Currently the grid needs a minimum gas generation active to provide stability services (inertia, frequency stabilisation at various timescales, short circuit current, reactive power). The NG ESO will kick wind off to make room for this minimum gas level.
The NG ESO has implemented some of the initial contracts to provide these services by other means. Some examples:-
- Dogger Bank C offshore wind farm onshore equipment will provide reactive power from 2024, whether generating or not.
- The Cruachan pumped hydro scheme will run one turbine in air to provide inertia and short circuit current when not generating. It provides these services anyway when it is generating.
- Some gas plans will have clutches fitted so that the fixed connection between the turbines and generators is broken. When not generating, the generator is run up to speed using mains power, then provides stability services - when working in this mode is it known as a "synchronous condenser". Coal plant generators can be converted to synchronous condensers.
The NG ESO will only have to kick wind power off the grid when there really is too much of it - not just to make way for gas to provide stability services. Surplus wind power can then be exported via interconnectors. There will also be grid batteries to soak it up, and some of it will be used for green hydrogen production. edited
You are obviously well up on this stuff Peter. Please tell me. This Highview power storage method of cryo storage of fresh air. Is this serious storage that will be mass produced or just a niche method?
Excellent and enlightening comment. Twenty years ago I worked in the industry that manufactures wind turbine blades. Despite this I was of the opinion that because of the intermittent nature of generation, huge pump storage schemes would be needed to compliment them. Politicians who spoke of "XXX Mw of generation CAPACITY" would annoy me. Looks like we have made some leaps forward with much more to come. Thanks Peter.

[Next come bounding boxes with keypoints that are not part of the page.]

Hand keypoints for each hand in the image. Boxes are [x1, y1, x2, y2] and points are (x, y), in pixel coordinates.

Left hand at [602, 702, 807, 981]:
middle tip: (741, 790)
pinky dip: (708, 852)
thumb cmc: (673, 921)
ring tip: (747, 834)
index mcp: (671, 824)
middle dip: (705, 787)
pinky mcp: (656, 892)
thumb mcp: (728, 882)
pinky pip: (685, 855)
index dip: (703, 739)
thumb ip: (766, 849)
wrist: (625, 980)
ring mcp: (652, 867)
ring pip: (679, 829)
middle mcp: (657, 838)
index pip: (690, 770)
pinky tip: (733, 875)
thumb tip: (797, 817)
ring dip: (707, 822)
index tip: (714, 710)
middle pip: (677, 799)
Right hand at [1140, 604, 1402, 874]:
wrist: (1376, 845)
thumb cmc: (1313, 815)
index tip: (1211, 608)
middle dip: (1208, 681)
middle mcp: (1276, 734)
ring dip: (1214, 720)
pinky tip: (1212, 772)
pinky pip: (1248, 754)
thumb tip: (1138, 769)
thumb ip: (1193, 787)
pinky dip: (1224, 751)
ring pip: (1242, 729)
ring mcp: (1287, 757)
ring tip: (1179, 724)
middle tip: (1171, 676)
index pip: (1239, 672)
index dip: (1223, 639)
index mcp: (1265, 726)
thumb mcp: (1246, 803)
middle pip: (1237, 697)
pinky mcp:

‘When it is finished, there will be no need for any active gas plants on the system at all whenever wind, solar, nuclear and other fuels are generating enough to meet demand.’ OK so there must be sufficient back up for when wind and solar can’t supply enough (or occasionally nothing). This has to be paid for and thus when needed the owners need to recoup their costs so the prices will be understandably exorbitant. Batteries are nowhere near capable of supplying large amounts of power over long periods of time and will run down and there will be no power available to charge them.